* _Your task_
The answer must be every record below, repeated exactly.
::: Excerpted records :::
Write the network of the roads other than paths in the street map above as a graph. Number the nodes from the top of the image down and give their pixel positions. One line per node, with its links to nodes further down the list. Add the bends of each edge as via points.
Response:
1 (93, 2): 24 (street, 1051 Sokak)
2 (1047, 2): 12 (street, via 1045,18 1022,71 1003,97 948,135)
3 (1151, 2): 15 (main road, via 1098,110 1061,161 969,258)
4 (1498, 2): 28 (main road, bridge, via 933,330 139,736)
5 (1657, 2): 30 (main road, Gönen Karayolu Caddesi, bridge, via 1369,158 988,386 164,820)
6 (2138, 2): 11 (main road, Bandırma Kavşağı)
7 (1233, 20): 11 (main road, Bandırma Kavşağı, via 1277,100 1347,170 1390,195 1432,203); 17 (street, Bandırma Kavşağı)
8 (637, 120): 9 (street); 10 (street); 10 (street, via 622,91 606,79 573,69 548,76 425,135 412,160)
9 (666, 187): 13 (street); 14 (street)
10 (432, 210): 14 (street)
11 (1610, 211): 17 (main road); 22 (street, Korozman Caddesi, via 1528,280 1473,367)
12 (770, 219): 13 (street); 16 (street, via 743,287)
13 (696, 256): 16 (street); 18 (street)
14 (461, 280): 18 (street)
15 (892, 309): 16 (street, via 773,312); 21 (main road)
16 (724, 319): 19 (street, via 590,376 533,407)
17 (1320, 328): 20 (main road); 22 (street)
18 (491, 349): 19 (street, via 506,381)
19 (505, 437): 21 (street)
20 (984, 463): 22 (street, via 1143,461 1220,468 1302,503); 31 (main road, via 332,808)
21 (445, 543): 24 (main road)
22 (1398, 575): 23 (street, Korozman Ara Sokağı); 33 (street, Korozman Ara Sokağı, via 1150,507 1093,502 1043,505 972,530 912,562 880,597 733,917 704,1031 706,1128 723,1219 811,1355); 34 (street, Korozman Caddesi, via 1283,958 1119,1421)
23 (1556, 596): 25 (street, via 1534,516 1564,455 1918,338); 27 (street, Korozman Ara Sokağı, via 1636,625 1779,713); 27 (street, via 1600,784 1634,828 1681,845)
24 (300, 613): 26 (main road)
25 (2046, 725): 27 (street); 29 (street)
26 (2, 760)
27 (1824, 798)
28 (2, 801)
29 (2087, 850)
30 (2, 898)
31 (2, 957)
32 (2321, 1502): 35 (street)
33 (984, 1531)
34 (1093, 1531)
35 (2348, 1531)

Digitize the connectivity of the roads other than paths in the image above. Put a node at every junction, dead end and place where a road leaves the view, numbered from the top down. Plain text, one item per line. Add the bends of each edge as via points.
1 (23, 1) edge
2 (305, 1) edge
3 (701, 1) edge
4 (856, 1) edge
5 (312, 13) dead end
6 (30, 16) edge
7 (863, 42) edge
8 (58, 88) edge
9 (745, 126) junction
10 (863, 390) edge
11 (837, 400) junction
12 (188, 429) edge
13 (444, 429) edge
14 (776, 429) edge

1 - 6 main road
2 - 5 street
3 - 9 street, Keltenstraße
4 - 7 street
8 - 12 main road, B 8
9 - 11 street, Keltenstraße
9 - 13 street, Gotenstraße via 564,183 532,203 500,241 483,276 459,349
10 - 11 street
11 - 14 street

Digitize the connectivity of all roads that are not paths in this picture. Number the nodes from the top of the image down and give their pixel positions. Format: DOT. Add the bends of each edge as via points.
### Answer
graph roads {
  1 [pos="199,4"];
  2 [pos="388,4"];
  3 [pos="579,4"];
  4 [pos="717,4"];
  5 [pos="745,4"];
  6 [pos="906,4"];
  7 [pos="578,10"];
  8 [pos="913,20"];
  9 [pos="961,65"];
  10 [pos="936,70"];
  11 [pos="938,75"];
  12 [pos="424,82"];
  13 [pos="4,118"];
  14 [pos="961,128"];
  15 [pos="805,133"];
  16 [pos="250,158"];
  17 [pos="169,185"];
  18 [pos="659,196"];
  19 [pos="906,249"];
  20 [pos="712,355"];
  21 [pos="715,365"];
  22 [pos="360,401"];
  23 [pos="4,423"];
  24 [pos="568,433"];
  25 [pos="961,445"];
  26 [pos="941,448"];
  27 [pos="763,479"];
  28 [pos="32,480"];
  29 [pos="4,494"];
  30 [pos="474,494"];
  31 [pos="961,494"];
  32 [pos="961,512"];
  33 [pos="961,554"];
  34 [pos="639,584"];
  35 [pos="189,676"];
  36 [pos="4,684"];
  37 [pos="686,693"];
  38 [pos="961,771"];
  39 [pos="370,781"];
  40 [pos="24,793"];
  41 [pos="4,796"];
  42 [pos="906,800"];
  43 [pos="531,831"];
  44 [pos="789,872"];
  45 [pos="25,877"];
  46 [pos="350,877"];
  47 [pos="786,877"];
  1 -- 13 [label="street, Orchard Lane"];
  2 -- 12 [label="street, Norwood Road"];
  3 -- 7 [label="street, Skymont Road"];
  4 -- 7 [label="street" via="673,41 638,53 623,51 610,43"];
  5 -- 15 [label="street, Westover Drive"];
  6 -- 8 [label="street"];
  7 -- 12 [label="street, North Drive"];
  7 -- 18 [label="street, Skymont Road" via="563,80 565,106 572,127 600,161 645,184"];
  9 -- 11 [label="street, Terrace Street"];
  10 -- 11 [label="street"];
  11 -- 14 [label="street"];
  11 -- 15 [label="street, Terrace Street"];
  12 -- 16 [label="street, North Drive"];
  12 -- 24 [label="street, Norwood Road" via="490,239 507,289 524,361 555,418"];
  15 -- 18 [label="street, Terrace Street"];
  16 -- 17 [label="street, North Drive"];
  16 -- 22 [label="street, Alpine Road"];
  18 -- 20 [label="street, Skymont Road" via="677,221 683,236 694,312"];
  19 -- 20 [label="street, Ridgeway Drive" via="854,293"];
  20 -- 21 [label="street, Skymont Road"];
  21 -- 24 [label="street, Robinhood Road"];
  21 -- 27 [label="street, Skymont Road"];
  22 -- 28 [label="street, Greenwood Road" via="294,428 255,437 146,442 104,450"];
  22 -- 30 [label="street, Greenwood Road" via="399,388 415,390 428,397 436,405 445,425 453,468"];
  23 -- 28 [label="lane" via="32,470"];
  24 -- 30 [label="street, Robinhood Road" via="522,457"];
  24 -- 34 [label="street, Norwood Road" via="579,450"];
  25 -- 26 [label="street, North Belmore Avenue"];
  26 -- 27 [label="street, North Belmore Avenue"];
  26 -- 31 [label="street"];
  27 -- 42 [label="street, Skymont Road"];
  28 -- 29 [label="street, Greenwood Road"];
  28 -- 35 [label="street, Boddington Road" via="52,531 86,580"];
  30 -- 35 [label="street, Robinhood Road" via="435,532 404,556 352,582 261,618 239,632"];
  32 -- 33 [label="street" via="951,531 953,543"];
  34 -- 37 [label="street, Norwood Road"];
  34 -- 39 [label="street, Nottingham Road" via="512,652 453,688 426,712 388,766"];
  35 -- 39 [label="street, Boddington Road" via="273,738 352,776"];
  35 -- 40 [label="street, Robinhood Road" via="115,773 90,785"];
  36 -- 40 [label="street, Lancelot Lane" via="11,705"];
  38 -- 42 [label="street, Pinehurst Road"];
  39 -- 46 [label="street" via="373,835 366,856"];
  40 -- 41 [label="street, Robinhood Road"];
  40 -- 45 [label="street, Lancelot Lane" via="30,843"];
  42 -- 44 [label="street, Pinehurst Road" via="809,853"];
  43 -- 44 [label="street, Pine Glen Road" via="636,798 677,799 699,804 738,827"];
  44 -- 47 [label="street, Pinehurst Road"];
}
:::
* _Result of the task_
Write the network of the roads other than paths in the street map above as a graph. Number the nodes from the top of the image down and give their pixel positions. One line per node, with its links to nodes further down the list. Add the bends of each edge as via points.
Response:
1 (93, 2): 24 (street, 1051 Sokak)
2 (1047, 2): 12 (street, via 1045,18 1022,71 1003,97 948,135)
3 (1151, 2): 15 (main road, via 1098,110 1061,161 969,258)
4 (1498, 2): 28 (main road, bridge, via 933,330 139,736)
5 (1657, 2): 30 (main road, Gönen Karayolu Caddesi, bridge, via 1369,158 988,386 164,820)
6 (2138, 2): 11 (main road, Bandırma Kavşağı)
7 (1233, 20): 11 (main road, Bandırma Kavşağı, via 1277,100 1347,170 1390,195 1432,203); 17 (street, Bandırma Kavşağı)
8 (637, 120): 9 (street); 10 (street); 10 (street, via 622,91 606,79 573,69 548,76 425,135 412,160)
9 (666, 187): 13 (street); 14 (street)
10 (432, 210): 14 (street)
11 (1610, 211): 17 (main road); 22 (street, Korozman Caddesi, via 1528,280 1473,367)
12 (770, 219): 13 (street); 16 (street, via 743,287)
13 (696, 256): 16 (street); 18 (street)
14 (461, 280): 18 (street)
15 (892, 309): 16 (street, via 773,312); 21 (main road)
16 (724, 319): 19 (street, via 590,376 533,407)
17 (1320, 328): 20 (main road); 22 (street)
18 (491, 349): 19 (street, via 506,381)
19 (505, 437): 21 (street)
20 (984, 463): 22 (street, via 1143,461 1220,468 1302,503); 31 (main road, via 332,808)
21 (445, 543): 24 (main road)
22 (1398, 575): 23 (street, Korozman Ara Sokağı); 33 (street, Korozman Ara Sokağı, via 1150,507 1093,502 1043,505 972,530 912,562 880,597 733,917 704,1031 706,1128 723,1219 811,1355); 34 (street, Korozman Caddesi, via 1283,958 1119,1421)
23 (1556, 596): 25 (street, via 1534,516 1564,455 1918,338); 27 (street, Korozman Ara Sokağı, via 1636,625 1779,713); 27 (street, via 1600,784 1634,828 1681,845)
24 (300, 613): 26 (main road)
25 (2046, 725): 27 (street); 29 (street)
26 (2, 760)
27 (1824, 798)
28 (2, 801)
29 (2087, 850)
30 (2, 898)
31 (2, 957)
32 (2321, 1502): 35 (street)
33 (984, 1531)
34 (1093, 1531)
35 (2348, 1531)

Digitize the connectivity of the roads other than paths in the image above. Put a node at every junction, dead end and place where a road leaves the view, numbered from the top down. Plain text, one item per line. Add the bends of each edge as via points.
1 (23, 1) edge
2 (305, 1) edge
3 (701, 1) edge
4 (856, 1) edge
5 (312, 13) dead end
6 (30, 16) edge
7 (863, 42) edge
8 (58, 88) edge
9 (745, 126) junction
10 (863, 390) edge
11 (837, 400) junction
12 (188, 429) edge
13 (444, 429) edge
14 (776, 429) edge

1 - 6 main road
2 - 5 street
3 - 9 street, Keltenstraße
4 - 7 street
8 - 12 main road, B 8
9 - 11 street, Keltenstraße
9 - 13 street, Gotenstraße via 564,183 532,203 500,241 483,276 459,349
10 - 11 street
11 - 14 street

Digitize the connectivity of all roads that are not paths in this picture. Number the nodes from the top of the image down and give their pixel positions. Format: DOT. Add the bends of each edge as via points.
### Answer
graph roads {
  1 [pos="199,4"];
  2 [pos="388,4"];
  3 [pos="579,4"];
  4 [pos="717,4"];
  5 [pos="745,4"];
  6 [pos="906,4"];
  7 [pos="578,10"];
  8 [pos="913,20"];
  9 [pos="961,65"];
  10 [pos="936,70"];
  11 [pos="938,75"];
  12 [pos="424,82"];
  13 [pos="4,118"];
  14 [pos="961,128"];
  15 [pos="805,133"];
  16 [pos="250,158"];
  17 [pos="169,185"];
  18 [pos="659,196"];
  19 [pos="906,249"];
  20 [pos="712,355"];
  21 [pos="715,365"];
  22 [pos="360,401"];
  23 [pos="4,423"];
  24 [pos="568,433"];
  25 [pos="961,445"];
  26 [pos="941,448"];
  27 [pos="763,479"];
  28 [pos="32,480"];
  29 [pos="4,494"];
  30 [pos="474,494"];
  31 [pos="961,494"];
  32 [pos="961,512"];
  33 [pos="961,554"];
  34 [pos="639,584"];
  35 [pos="189,676"];
  36 [pos="4,684"];
  37 [pos="686,693"];
  38 [pos="961,771"];
  39 [pos="370,781"];
  40 [pos="24,793"];
  41 [pos="4,796"];
  42 [pos="906,800"];
  43 [pos="531,831"];
  44 [pos="789,872"];
  45 [pos="25,877"];
  46 [pos="350,877"];
  47 [pos="786,877"];
  1 -- 13 [label="street, Orchard Lane"];
  2 -- 12 [label="street, Norwood Road"];
  3 -- 7 [label="street, Skymont Road"];
  4 -- 7 [label="street" via="673,41 638,53 623,51 610,43"];
  5 -- 15 [label="street, Westover Drive"];
  6 -- 8 [label="street"];
  7 -- 12 [label="street, North Drive"];
  7 -- 18 [label="street, Skymont Road" via="563,80 565,106 572,127 600,161 645,184"];
  9 -- 11 [label="street, Terrace Street"];
  10 -- 11 [label="street"];
  11 -- 14 [label="street"];
  11 -- 15 [label="street, Terrace Street"];
  12 -- 16 [label="street, North Drive"];
  12 -- 24 [label="street, Norwood Road" via="490,239 507,289 524,361 555,418"];
  15 -- 18 [label="street, Terrace Street"];
  16 -- 17 [label="street, North Drive"];
  16 -- 22 [label="street, Alpine Road"];
  18 -- 20 [label="street, Skymont Road" via="677,221 683,236 694,312"];
  19 -- 20 [label="street, Ridgeway Drive" via="854,293"];
  20 -- 21 [label="street, Skymont Road"];
  21 -- 24 [label="street, Robinhood Road"];
  21 -- 27 [label="street, Skymont Road"];
  22 -- 28 [label="street, Greenwood Road" via="294,428 255,437 146,442 104,450"];
  22 -- 30 [label="street, Greenwood Road" via="399,388 415,390 428,397 436,405 445,425 453,468"];
  23 -- 28 [label="lane" via="32,470"];
  24 -- 30 [label="street, Robinhood Road" via="522,457"];
  24 -- 34 [label="street, Norwood Road" via="579,450"];
  25 -- 26 [label="street, North Belmore Avenue"];
  26 -- 27 [label="street, North Belmore Avenue"];
  26 -- 31 [label="street"];
  27 -- 42 [label="street, Skymont Road"];
  28 -- 29 [label="street, Greenwood Road"];
  28 -- 35 [label="street, Boddington Road" via="52,531 86,580"];
  30 -- 35 [label="street, Robinhood Road" via="435,532 404,556 352,582 261,618 239,632"];
  32 -- 33 [label="street" via="951,531 953,543"];
  34 -- 37 [label="street, Norwood Road"];
  34 -- 39 [label="street, Nottingham Road" via="512,652 453,688 426,712 388,766"];
  35 -- 39 [label="street, Boddington Road" via="273,738 352,776"];
  35 -- 40 [label="street, Robinhood Road" via="115,773 90,785"];
  36 -- 40 [label="street, Lancelot Lane" via="11,705"];
  38 -- 42 [label="street, Pinehurst Road"];
  39 -- 46 [label="street" via="373,835 366,856"];
  40 -- 41 [label="street, Robinhood Road"];
  40 -- 45 [label="street, Lancelot Lane" via="30,843"];
  42 -- 44 [label="street, Pinehurst Road" via="809,853"];
  43 -- 44 [label="street, Pine Glen Road" via="636,798 677,799 699,804 738,827"];
  44 -- 47 [label="street, Pinehurst Road"];
}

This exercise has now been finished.